INPUT RECORDS section start
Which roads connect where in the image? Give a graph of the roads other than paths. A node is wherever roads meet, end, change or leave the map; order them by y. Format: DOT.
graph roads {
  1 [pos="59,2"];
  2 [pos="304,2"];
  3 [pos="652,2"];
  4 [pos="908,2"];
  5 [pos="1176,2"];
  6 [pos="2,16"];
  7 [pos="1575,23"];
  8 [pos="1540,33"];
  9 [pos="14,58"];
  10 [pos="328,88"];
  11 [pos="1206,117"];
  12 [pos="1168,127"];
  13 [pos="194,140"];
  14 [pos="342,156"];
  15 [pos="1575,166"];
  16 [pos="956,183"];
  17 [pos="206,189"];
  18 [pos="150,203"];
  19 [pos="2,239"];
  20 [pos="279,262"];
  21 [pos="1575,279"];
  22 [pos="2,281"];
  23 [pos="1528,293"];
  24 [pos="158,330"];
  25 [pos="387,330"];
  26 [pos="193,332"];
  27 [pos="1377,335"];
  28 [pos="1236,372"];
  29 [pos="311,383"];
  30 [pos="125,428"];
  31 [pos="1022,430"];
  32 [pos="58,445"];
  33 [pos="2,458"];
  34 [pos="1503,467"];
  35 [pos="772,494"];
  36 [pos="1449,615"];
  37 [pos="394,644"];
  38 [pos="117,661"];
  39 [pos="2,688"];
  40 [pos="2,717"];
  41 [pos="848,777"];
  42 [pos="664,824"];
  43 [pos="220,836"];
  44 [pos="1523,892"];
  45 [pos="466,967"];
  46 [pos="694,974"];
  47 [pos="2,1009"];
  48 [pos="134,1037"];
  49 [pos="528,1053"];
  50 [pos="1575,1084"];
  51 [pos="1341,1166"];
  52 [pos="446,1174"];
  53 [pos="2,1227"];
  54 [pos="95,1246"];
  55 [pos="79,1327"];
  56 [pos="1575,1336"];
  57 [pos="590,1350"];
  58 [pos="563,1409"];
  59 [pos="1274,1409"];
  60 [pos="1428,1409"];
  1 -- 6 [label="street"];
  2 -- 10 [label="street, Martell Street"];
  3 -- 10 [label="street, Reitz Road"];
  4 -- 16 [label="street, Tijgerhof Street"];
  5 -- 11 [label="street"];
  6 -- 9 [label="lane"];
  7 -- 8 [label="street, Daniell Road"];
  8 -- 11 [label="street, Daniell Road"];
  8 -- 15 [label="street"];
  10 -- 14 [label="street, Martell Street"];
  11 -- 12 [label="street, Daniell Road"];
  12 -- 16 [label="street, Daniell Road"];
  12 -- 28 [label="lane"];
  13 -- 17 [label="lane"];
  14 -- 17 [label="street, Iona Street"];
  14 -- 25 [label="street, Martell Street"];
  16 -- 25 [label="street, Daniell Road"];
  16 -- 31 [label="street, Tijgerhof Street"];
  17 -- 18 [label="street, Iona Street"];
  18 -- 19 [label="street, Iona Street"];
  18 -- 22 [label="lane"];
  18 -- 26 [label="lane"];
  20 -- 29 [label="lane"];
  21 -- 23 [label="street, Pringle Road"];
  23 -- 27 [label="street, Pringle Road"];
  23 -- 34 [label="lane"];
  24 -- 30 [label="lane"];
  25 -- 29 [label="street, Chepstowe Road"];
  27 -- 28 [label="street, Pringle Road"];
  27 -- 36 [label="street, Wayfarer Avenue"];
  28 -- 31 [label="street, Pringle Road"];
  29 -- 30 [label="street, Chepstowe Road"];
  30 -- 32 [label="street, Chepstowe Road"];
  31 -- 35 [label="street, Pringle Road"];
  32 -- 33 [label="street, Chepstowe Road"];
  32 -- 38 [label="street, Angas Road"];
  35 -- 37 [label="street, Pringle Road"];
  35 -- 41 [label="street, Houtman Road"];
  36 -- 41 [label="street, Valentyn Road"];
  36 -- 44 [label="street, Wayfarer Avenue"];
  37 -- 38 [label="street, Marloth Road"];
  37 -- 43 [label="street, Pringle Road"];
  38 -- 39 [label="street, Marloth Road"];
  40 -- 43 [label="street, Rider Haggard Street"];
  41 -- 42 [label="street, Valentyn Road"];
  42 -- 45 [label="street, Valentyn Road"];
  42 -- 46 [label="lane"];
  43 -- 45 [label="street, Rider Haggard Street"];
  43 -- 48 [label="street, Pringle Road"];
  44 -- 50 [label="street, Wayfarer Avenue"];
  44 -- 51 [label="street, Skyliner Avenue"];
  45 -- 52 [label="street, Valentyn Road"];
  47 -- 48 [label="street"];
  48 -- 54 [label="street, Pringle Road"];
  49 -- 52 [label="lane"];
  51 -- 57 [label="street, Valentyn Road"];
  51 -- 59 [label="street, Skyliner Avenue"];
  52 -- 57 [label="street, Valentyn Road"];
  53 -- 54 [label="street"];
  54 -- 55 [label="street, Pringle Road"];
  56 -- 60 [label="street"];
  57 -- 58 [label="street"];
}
INPUT RECORDS section end
> **EXERCISE PROMPT**: Every line above that includes the word "Martell" must appear in the answer.

> **ANSWER TO THIS EXERCISE**:
  2 -- 10 [label="street, Martell Street"];
  10 -- 14 [label="street, Martell Street"];
  14 -- 25 [label="street, Martell Street"];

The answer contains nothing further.